# About this exercise:
Please count the lines below that hold the word "main" and give the count without any other text.

# Recorded data:

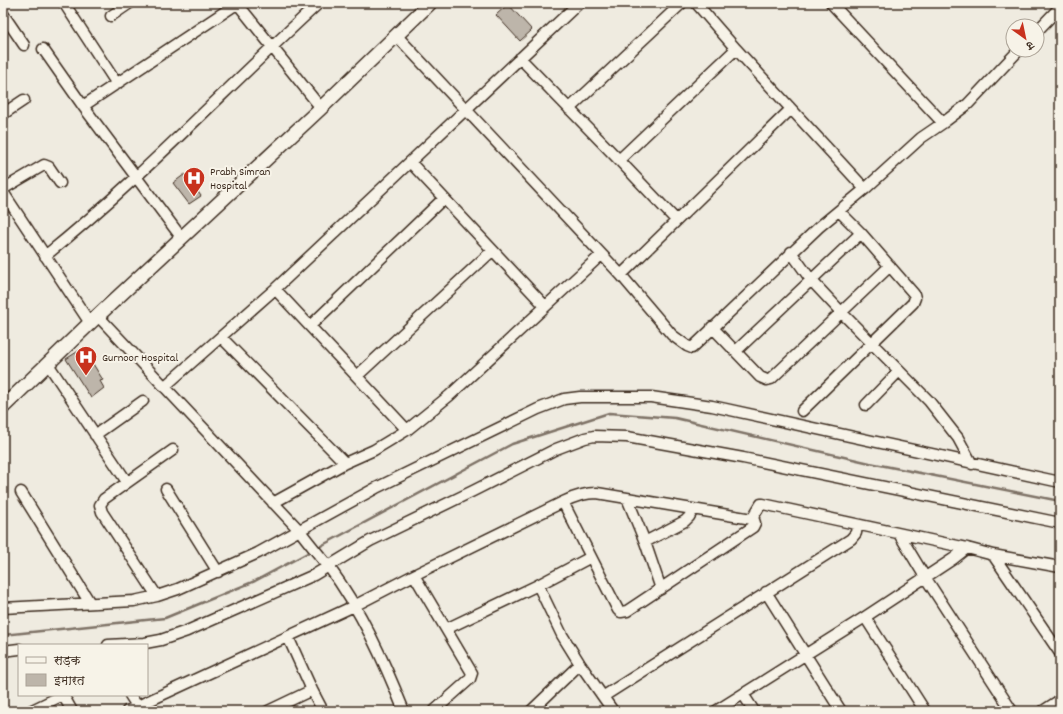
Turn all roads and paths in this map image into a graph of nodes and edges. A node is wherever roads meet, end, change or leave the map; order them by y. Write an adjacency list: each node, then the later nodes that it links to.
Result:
1 (64, 3): 21 (street)
2 (130, 3): 12 (street)
3 (237, 3): 16 (street); 21 (street)
4 (319, 3): 16 (street)
5 (430, 3): 14 (main road)
6 (579, 3): 19 (street)
7 (682, 3): 25 (street)
8 (696, 3): 18 (street)
9 (831, 3): 29 (street)
10 (1060, 7): 13 (street)
11 (3, 14): 15 (street)
12 (111, 16)
13 (1045, 23)
14 (396, 35): 24 (main road); 27 (street)
15 (24, 45)
16 (272, 46): 24 (street); 32 (street)
17 (43, 49): 23 (street)
18 (736, 49): 26 (street); 30 (street)
19 (520, 58): 25 (street); 27 (street)
20 (1011, 58): 29 (street)
21 (117, 84): 23 (street)
22 (24, 100): 28 (street)
23 (83, 106): 32 (street)
24 (321, 108): 40 (main road)
25 (569, 109): 30 (street)
26 (791, 109): 34 (street); 38 (street)
27 (466, 110): 31 (street); 43 (street)
28 (3, 114)
29 (943, 123): 34 (street)
30 (619, 160): 38 (street)
31 (410, 162): 36 (street); 48 (street)
32 (136, 178): 40 (street); 44 (street)
33 (60, 183): 35 (street)
34 (865, 189): 37 (street)
35 (4, 196): 44 (street)
36 (443, 199): 41 (street); 52 (street)
37 (839, 211): 39 (street); 42 (street)
38 (676, 220): 46 (street)
39 (861, 233): 45 (street); 47 (street)
40 (181, 237): 51 (main road)
41 (492, 251): 49 (street); 59 (street)
42 (791, 252): 47 (street); 53 (street)
43 (601, 255): 46 (street); 49 (street)
44 (45, 256): 51 (street)
45 (890, 266): 50 (street); 55 (street)
46 (621, 275): 53 (street)
47 (812, 280): 50 (street); 56 (street)
48 (275, 289): 52 (street); 54 (street)
49 (545, 306): 65 (street)
50 (842, 313): 55 (street); 56 (street)
51 (94, 319): 57 (main road); 60 (street)
52 (310, 326): 59 (street)
53 (712, 328): 56 (street)
54 (221, 337): 60 (street); 68 (street)
55 (871, 343): 58 (street); 64 (street)
56 (736, 351)
57 (48, 364): 63 (main road); 66 (street)
58 (899, 371): 62 (street); 69 (street)
59 (357, 376): 65 (street)
60 (164, 387): 75 (street)
61 (144, 401): 66 (street)
62 (866, 405)
63 (3, 406)
64 (802, 411)
65 (407, 430): 68 (street)
66 (95, 435): 70 (street)
67 (173, 450): 70 (street)
68 (344, 464): 75 (street)
69 (972, 464): 71 (street); 81 (street)
70 (127, 482): 95 (street)
71 (1060, 482)
72 (166, 490): 89 (street)
73 (22, 492): 96 (street)
74 (627, 498): 76 (street); 77 (street); 83 (street)
75 (273, 502): 81 (street)
76 (563, 502): 86 (street); 90 (street)
77 (693, 510): 78 (street); 83 (street)
78 (752, 519): 80 (street); 93 (street)
79 (1060, 523): 87 (street)
80 (857, 525): 82 (street); 94 (street)
81 (301, 533): 87 (street); 89 (street)
82 (899, 534): 84 (street); 91 (street)
83 (645, 542): 93 (street)
84 (967, 548): 85 (street); 91 (street)
85 (993, 555): 88 (street); 105 (street)
86 (591, 557): 92 (street); 93 (street)
87 (327, 565): 97 (street); 102 (street)
88 (1060, 567)
89 (218, 572): 95 (street)
90 (414, 575): 97 (street); 100 (street)
91 (925, 577): 99 (street); 129 (street)
92 (538, 586): 100 (street); 107 (street)
93 (661, 589)
94 (766, 592): 106 (street); 113 (street)
95 (158, 596): 96 (street)
96 (90, 603): 98 (street)
97 (354, 606): 101 (street); 121 (street)
98 (3, 608)
99 (865, 617): 106 (street); 128 (street)
100 (446, 629): 122 (street)
101 (288, 637): 108 (street); 115 (street)
102 (126, 644)
103 (18, 649): 104 (street)
104 (3, 651)
105 (1060, 653)
106 (805, 654): 109 (street); 127 (street)
107 (580, 664): 113 (street); 123 (street)
108 (312, 690): 119 (street); 120 (street)
109 (743, 694): 125 (street); 126 (street)
110 (61, 696): 116 (street)
111 (64, 696): 117 (street)
112 (131, 696): 115 (street)
113 (604, 696): 124 (street)
114 (1060, 700): 130 (street)
115 (137, 706): 118 (street)
116 (30, 711)
117 (72, 711)
118 (127, 711)
119 (268, 711)
120 (323, 711)
121 (404, 711)
122 (434, 711)
123 (531, 711)
124 (613, 711)
125 (716, 711)
126 (754, 711)
127 (841, 711)
128 (925, 711)
129 (1012, 711)
130 (1043, 711)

# Output below:
6